William Jones (Image may be copyrighted)


During those days, a genius was born to the gentleman who gave the symbol of pi to the world and Mary Nix Jones. This genius  was named William Jones after his father. Early in his childhood, young Wiliam lost his father. Without his fathers’  source of income from patronage, there was acute shortage of money in the household.  This loss of patronage was to influence key decisions in Jones’ later life. However, his mother thought him to read and he was able to read by the age of 4.

His mother managed to enrol the young William to Harrow. Here, his genius was identified by the Shipley brothers who played an important role of influence throughout his life.  He went on to Oxford at age 17 in 1763 where he was recognized as a brilliant student. The Shipleys helped him land  job in the influential  Spencer family household at Althorpe. Oxford and Althrope became cradles for learning his first foreign languages – Italian, Spanish, Portuguese which were fashionable and Arabic and Persian which were exotic.

His level of competence in languages soon started earning him plaudits and he was first commissioned by the King of Denmark to translate the life of Nadir Shah. He went on to translate Asian poems, took up learning music and also wrote on Persian grammar and went on to work on Persian poetry.

Remembering the pangs his family had to go through with his fathers loss of patronage, Jones broke free from the Spencers and took up law. He also qualified at the Oxford . He took up law and qualified for  the bar at the Temple  .  More plaudits followed.  He was admitted to the Royal society.

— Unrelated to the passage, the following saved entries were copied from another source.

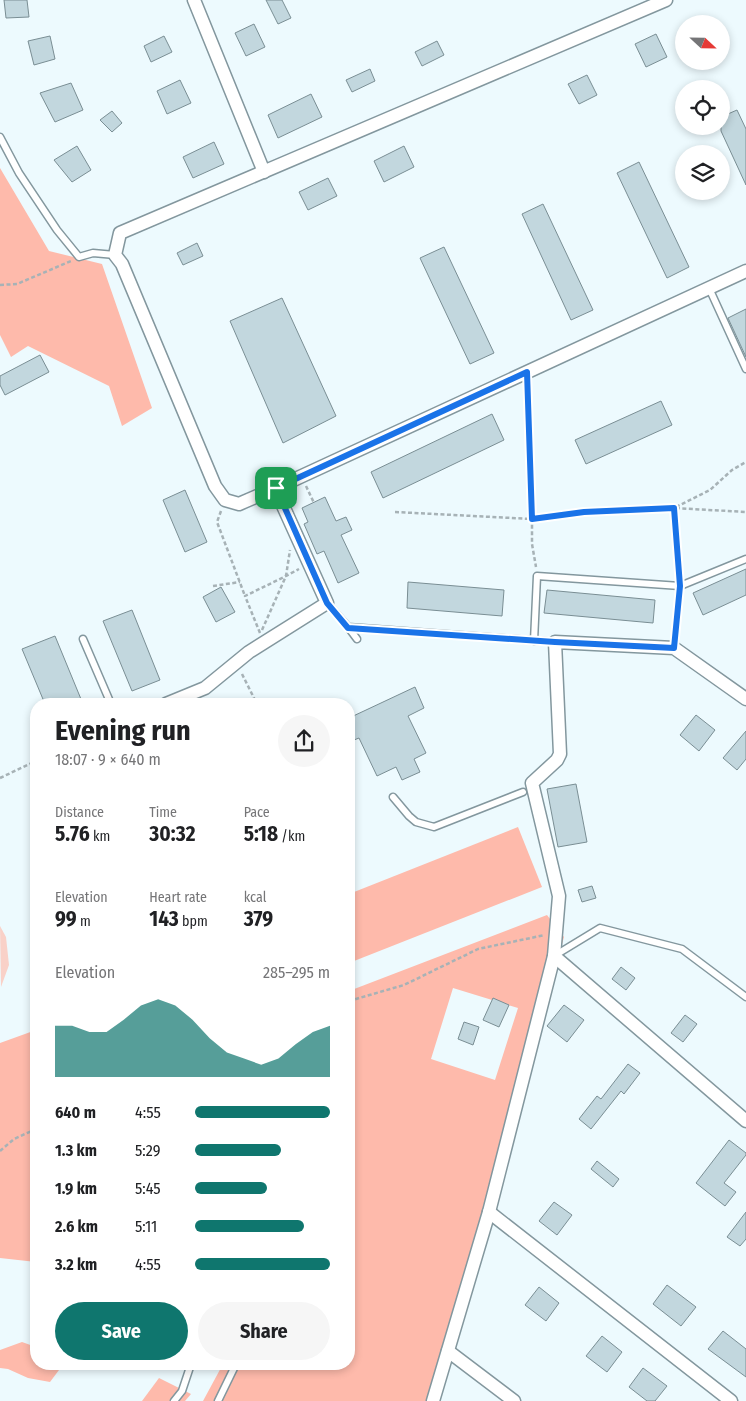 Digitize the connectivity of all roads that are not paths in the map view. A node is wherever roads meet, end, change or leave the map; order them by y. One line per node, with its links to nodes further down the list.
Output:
1 (194, 0): 4 (street)
2 (666, 0): 4 (street)
3 (0, 137): 5 (lane)
4 (264, 172): 5 (street)
5 (115, 255): 9 (street)
6 (746, 271): 7 (street)
7 (709, 288): 8 (lane); 9 (street)
8 (746, 369)
9 (276, 488): 11 (street)
10 (746, 559): 15 (lane)
11 (327, 603): 12 (lane); 18 (street)
12 (348, 628): 14 (lane); 15 (lane)
13 (83, 639): 17 (lane)
14 (357, 639)
15 (534, 641): 16 (lane)
16 (555, 642): 19 (street); 22 (street)
17 (108, 698)
18 (181, 698)
19 (746, 699)
20 (523, 792): 21 (lane)
21 (393, 797)
22 (554, 956): 23 (lane); 24 (street); 25 (street)
23 (746, 997)
24 (746, 1121)
25 (489, 1212): 26 (street); 33 (street)
26 (448, 1351): 31 (street); 32 (street)
27 (189, 1370): 29 (lane)
28 (233, 1370): 30 (lane)
29 (174, 1401)
30 (218, 1401)
31 (433, 1401)
32 (514, 1401)
33 (731, 1401)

It was the time of American war of independence and Jones, a person who stood for world learning and liberty in the early years cultivated deep friendship with Benjamin Franklin and was not popular for his sympathy for the American cause. While Jones was trying for an embassy job in Turkey for which he was definitely eminently qualified, his sympathy to the American cause scuttled his chances.

His breakaway from the Spencers and his sympathy to the Americans was to have a huge beneficial impact to India. In 1783, after the dust had settled down on the American war, Jones was appointed as one of the judges in East Indies and he came to Calcutta. He was also knighted and married his long time love Anna Maria Shipley.

On his voyage he saw the ancient lands of Persia, Arabia and India surrounding his frigate and he conceived what became the famous Asiatic society. This is from where his contributions became immense to India, Britain and mankind.  While it was fashionable for his country of birth to denounce contributions of her colonies, this genius chose to investigate and learn from the country he adopted.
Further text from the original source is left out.